◆ **Task goal**
Only lines containing the string "main" belong in the answer; find them in the records and copy them.

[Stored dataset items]
[Start of section]

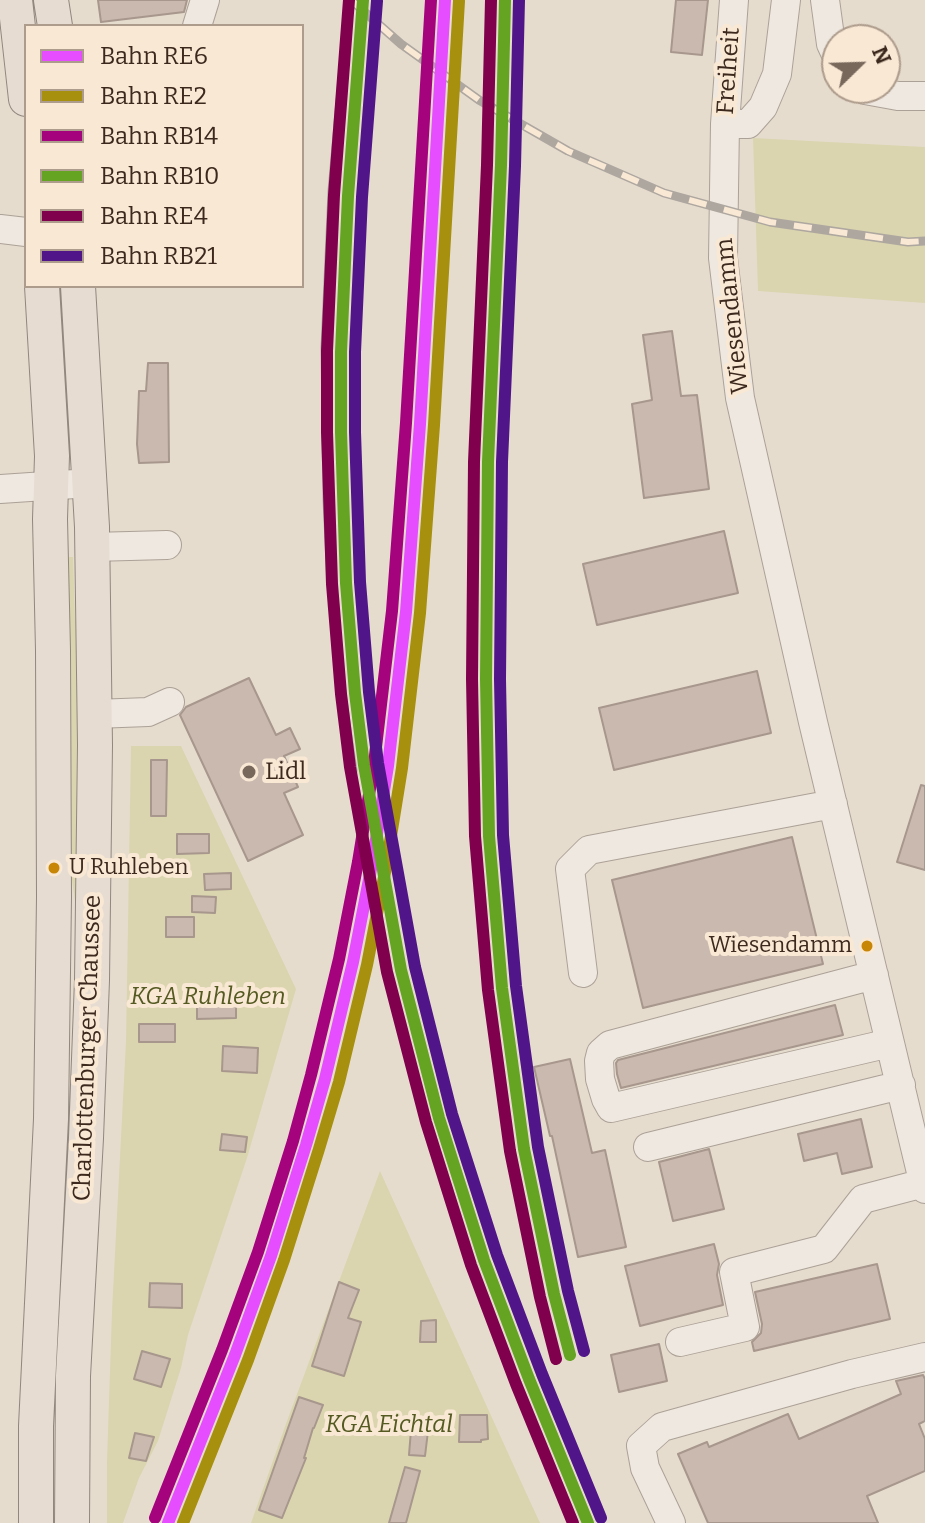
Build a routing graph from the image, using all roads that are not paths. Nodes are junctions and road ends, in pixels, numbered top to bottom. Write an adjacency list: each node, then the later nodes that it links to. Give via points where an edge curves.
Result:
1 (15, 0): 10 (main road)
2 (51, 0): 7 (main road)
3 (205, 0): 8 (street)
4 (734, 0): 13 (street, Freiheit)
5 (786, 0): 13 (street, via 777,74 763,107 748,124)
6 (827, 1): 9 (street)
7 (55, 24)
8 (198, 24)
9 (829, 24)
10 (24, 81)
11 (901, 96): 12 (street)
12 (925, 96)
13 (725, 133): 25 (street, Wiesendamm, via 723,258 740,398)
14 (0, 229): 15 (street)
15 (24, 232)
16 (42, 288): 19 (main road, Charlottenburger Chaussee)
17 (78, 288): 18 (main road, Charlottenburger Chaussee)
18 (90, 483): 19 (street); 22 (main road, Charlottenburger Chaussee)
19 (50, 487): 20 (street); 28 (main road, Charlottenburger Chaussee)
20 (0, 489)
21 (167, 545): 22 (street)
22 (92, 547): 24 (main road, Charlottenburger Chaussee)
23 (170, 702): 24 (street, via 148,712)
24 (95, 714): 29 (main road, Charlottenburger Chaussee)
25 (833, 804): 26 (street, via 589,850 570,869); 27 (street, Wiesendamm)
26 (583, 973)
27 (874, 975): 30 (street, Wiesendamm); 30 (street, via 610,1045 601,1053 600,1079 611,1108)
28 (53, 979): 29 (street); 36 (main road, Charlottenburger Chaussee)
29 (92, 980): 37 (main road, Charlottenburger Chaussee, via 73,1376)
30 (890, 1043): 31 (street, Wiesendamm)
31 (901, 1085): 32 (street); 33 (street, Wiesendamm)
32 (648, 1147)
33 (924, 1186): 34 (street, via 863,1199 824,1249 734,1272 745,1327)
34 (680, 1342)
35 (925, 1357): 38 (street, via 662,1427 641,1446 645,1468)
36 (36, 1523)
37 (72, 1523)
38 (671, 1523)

[End of section]

◆ **Response**
1 (15, 0): 10 (main road)
2 (51, 0): 7 (main road)
16 (42, 288): 19 (main road, Charlottenburger Chaussee)
17 (78, 288): 18 (main road, Charlottenburger Chaussee)
18 (90, 483): 19 (street); 22 (main road, Charlottenburger Chaussee)
19 (50, 487): 20 (street); 28 (main road, Charlottenburger Chaussee)
22 (92, 547): 24 (main road, Charlottenburger Chaussee)
24 (95, 714): 29 (main road, Charlottenburger Chaussee)
28 (53, 979): 29 (street); 36 (main road, Charlottenburger Chaussee)
29 (92, 980): 37 (main road, Charlottenburger Chaussee, via 73,1376)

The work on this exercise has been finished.